Pull each line with the string "roads" from the entries.

Collected data entries:

┄┄┄┄┄┄┄┄┄┄┄┄┄┄┄┄┄┄┄┄

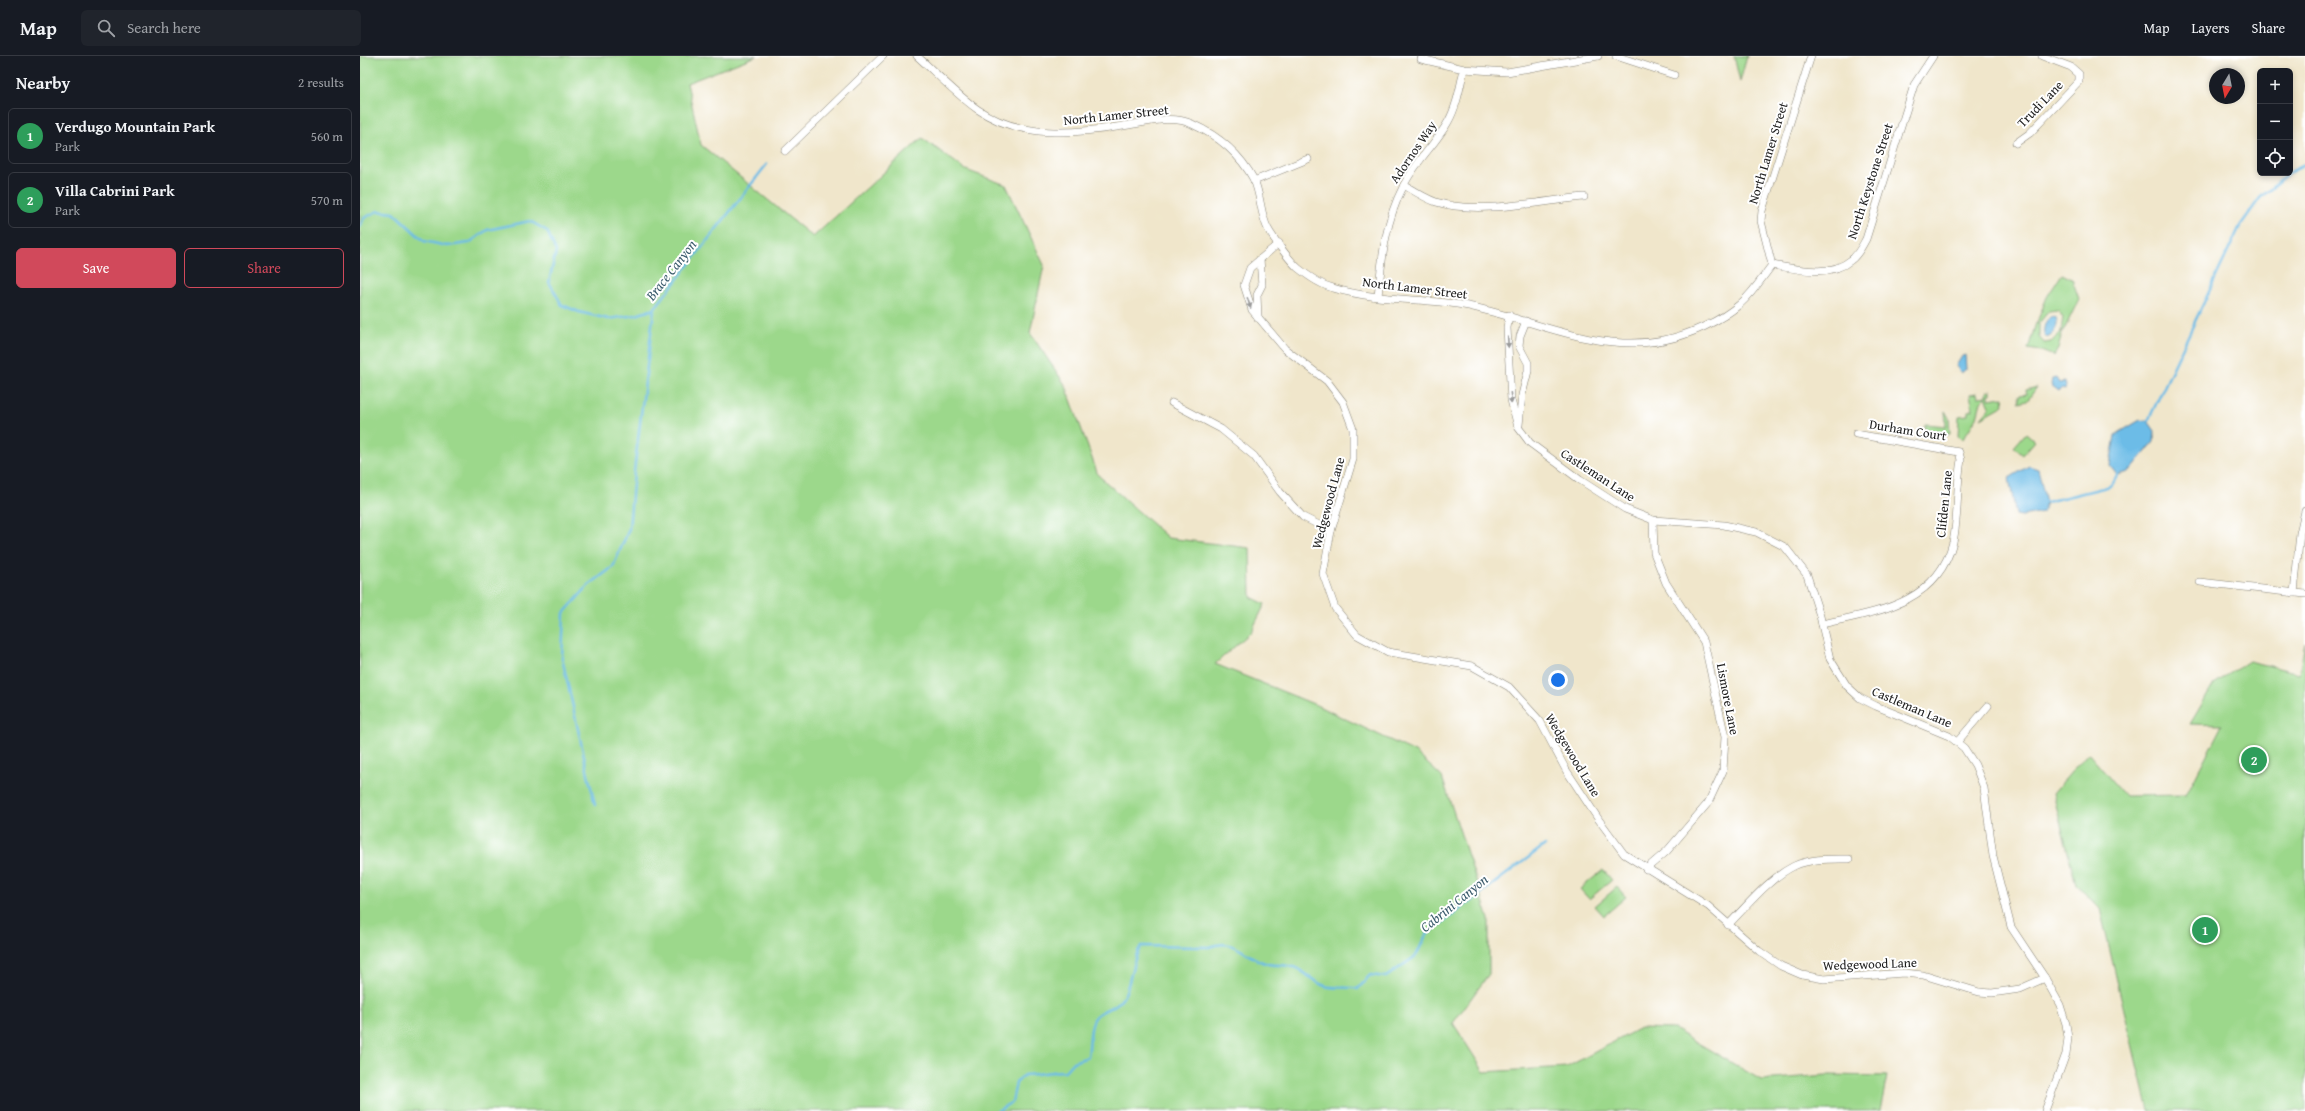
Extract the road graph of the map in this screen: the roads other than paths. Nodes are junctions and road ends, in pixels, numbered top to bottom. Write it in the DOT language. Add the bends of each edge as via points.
graph roads {
  1 [pos="883,56"];
  2 [pos="917,56"];
  3 [pos="1598,56"];
  4 [pos="1616,56"];
  5 [pos="1811,56"];
  6 [pos="1933,56"];
  7 [pos="2042,56"];
  8 [pos="1421,59"];
  9 [pos="1464,70"];
  10 [pos="1674,75"];
  11 [pos="2016,143"];
  12 [pos="784,151"];
  13 [pos="1308,159"];
  14 [pos="1254,181"];
  15 [pos="1404,185"];
  16 [pos="1584,197"];
  17 [pos="1279,243"];
  18 [pos="1260,260"];
  19 [pos="1772,265"];
  20 [pos="1378,296"];
  21 [pos="1509,316"];
  22 [pos="1258,318"];
  23 [pos="1526,321"];
  24 [pos="1172,403"];
  25 [pos="1518,427"];
  26 [pos="1856,434"];
  27 [pos="1956,451"];
  28 [pos="2305,511"];
  29 [pos="1653,520"];
  30 [pos="1331,531"];
  31 [pos="2200,582"];
  32 [pos="2294,593"];
  33 [pos="2305,594"];
  34 [pos="1822,624"];
  35 [pos="1988,706"];
  36 [pos="1958,741"];
  37 [pos="1849,859"];
  38 [pos="1646,869"];
  39 [pos="1728,925"];
  40 [pos="2045,978"];
  41 [pos="2045,1111"];
  1 -- 12 [label="street"];
  2 -- 14 [label="street, North Lamer Street" via="978,110 1008,124 1062,133 1087,132 1162,120 1189,122 1218,137 1236,155"];
  3 -- 9 [label="street" via="1507,72"];
  4 -- 10 [label="street"];
  5 -- 19 [label="street, North Lamer Street" via="1762,211 1761,221"];
  6 -- 19 [label="street, North Keystone Street" via="1918,75 1914,85 1866,239 1859,251 1851,260 1833,269 1818,271"];
  7 -- 11 [label="street, Trudi Lane" via="2071,67 2079,74 2079,81 2030,133"];
  8 -- 9 [label="street"];
  9 -- 15 [label="street, Adornos Way" via="1458,98 1449,121"];
  13 -- 14 [label="street"];
  14 -- 17 [label="street, North Lamer Street" via="1268,228"];
  15 -- 16 [label="street" via="1435,202 1459,207"];
  15 -- 20 [label="street, Adornos Way" via="1391,213 1384,241"];
  17 -- 18 [label="street, Wedgewood Lane"];
  17 -- 20 [label="street, North Lamer Street" via="1290,259 1311,277 1332,288"];
  18 -- 22 [label="street" via="1262,285 1257,295"];
  18 -- 22 [label="street, Wedgewood Lane, one-way" via="1250,268 1244,285 1252,310"];
  19 -- 23 [label="street, North Lamer Street" via="1749,294 1730,311 1687,334 1666,340 1647,343 1596,340"];
  20 -- 21 [label="street, North Lamer Street" via="1462,305"];
  21 -- 23 [label="street, North Lamer Street"];
  21 -- 25 [label="street, Castleman Lane, one-way" via="1507,328 1511,400"];
  22 -- 30 [label="street, Wedgewood Lane" via="1285,349 1327,381 1343,402 1353,429 1353,459"];
  23 -- 25 [label="street" via="1519,346 1528,363 1528,371"];
  24 -- 30 [label="street" via="1221,429 1254,456 1280,492 1304,517"];
  25 -- 29 [label="street, Castleman Lane" via="1530,443 1580,480 1625,509"];
  26 -- 27 [label="street, Durham Court"];
  27 -- 34 [label="street, Clifden Lane" via="1961,455 1961,460 1955,525 1947,560 1938,575 1905,602 1891,608"];
  28 -- 32 [label="street" via="2300,533"];
  29 -- 34 [label="street, Castleman Lane" via="1724,525 1756,532 1785,547 1808,575"];
  29 -- 38 [label="street, Lismore Lane" via="1654,552 1666,583 1704,642 1725,736 1723,771 1708,803 1667,851"];
  30 -- 38 [label="street, Wedgewood Lane" via="1323,574 1335,608 1357,635 1388,652 1472,666 1509,687 1540,721 1566,770 1624,854"];
  31 -- 32 [label="street"];
  32 -- 33 [label="street"];
  34 -- 36 [label="street, Castleman Lane" via="1830,659 1839,676 1860,698"];
  35 -- 36 [label="street"];
  36 -- 40 [label="street, Castleman Lane" via="1975,764 1984,788 1993,856 2011,927"];
  37 -- 39 [label="street" via="1818,860 1795,865 1775,878"];
  38 -- 39 [label="street, Wedgewood Lane" via="1708,906"];
  39 -- 40 [label="street, Wedgewood Lane" via="1781,966 1802,975 1824,979 1923,974 1979,992 1992,993 2020,989"];
  40 -- 41 [label="street, Castleman Lane" via="2060,1005 2068,1038 2066,1054"];
}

┄┄┄┄┄┄┄┄┄┄┄┄┄┄┄┄┄┄┄┄

# [EXERCISE ANSWER]
Extract the road graph of the map in this screen: the roads other than paths. Nodes are junctions and road ends, in pixels, numbered top to bottom. Write it in the DOT language. Add the bends of each edge as via points.
graph roads {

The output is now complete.